INPUT DATA:
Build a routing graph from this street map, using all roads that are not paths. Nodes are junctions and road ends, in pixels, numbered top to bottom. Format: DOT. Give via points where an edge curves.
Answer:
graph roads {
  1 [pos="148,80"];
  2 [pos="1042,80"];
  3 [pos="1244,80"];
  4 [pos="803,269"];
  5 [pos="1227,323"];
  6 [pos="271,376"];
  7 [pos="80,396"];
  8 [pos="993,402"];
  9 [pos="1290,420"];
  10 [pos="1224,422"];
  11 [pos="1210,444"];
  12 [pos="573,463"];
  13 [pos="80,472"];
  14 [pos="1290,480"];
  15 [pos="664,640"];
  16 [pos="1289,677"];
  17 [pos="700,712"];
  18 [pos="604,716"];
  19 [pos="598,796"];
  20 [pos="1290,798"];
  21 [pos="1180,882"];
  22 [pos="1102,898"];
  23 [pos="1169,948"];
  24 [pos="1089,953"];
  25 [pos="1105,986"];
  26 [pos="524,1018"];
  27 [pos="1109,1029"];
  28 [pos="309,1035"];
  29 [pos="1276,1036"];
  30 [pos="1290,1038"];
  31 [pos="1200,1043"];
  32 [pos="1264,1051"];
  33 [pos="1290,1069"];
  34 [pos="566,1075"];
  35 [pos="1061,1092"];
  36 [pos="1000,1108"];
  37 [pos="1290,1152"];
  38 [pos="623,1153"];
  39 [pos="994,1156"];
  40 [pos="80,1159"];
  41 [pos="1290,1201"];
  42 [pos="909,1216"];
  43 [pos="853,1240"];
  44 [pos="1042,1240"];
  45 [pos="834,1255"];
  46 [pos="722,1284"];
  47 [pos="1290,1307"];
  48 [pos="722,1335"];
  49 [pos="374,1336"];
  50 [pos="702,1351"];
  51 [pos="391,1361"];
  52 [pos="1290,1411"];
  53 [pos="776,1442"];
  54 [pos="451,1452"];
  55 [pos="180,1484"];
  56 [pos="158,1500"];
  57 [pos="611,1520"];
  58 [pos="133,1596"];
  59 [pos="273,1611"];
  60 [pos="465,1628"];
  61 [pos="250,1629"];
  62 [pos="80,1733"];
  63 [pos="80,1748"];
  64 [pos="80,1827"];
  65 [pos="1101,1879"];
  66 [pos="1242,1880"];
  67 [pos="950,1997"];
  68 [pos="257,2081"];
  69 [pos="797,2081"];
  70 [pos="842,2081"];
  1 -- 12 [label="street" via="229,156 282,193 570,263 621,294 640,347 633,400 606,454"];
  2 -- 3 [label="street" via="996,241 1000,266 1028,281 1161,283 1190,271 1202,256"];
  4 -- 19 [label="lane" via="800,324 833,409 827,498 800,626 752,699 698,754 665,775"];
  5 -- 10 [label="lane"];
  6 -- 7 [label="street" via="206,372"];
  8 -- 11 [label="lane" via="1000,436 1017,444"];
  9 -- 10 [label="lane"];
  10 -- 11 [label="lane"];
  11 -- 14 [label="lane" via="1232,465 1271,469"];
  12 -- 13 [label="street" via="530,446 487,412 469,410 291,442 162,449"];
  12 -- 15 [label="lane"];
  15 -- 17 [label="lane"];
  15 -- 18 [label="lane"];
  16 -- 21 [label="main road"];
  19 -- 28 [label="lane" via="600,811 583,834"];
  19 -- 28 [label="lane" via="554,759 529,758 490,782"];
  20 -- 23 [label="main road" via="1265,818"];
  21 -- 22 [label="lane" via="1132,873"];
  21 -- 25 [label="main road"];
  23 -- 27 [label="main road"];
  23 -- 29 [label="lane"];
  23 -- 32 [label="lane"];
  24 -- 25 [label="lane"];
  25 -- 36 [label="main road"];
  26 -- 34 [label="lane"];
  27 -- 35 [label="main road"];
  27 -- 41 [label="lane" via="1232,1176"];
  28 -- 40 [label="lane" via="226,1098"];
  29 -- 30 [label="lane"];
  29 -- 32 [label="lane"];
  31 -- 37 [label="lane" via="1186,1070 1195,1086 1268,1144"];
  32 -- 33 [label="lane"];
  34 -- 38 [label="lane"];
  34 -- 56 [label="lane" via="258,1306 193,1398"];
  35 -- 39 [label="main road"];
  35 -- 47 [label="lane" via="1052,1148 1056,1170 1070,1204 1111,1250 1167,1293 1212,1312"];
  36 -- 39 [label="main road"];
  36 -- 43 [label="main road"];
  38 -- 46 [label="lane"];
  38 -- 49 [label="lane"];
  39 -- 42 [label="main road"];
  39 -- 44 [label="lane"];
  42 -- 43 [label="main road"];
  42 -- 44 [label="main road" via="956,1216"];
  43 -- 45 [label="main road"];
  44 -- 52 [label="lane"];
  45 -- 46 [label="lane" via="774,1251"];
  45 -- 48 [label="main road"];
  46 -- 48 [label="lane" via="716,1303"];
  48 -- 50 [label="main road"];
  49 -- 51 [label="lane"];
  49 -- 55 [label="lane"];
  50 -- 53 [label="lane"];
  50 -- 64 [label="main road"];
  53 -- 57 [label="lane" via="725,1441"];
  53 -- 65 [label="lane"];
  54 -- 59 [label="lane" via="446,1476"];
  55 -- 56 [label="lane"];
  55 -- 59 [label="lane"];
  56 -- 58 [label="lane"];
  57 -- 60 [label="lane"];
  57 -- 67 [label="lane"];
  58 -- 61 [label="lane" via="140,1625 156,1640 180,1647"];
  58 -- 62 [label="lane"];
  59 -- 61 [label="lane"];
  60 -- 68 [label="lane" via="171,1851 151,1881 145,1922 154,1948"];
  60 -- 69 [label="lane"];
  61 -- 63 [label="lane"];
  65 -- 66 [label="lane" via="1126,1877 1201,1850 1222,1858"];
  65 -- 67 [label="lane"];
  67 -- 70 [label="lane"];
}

HOW TO COMPLETE THIS TASK:
For every line in the material above that holds the string "roads", add one to a count; state only the final count.

SOLVED PROBLEM:
2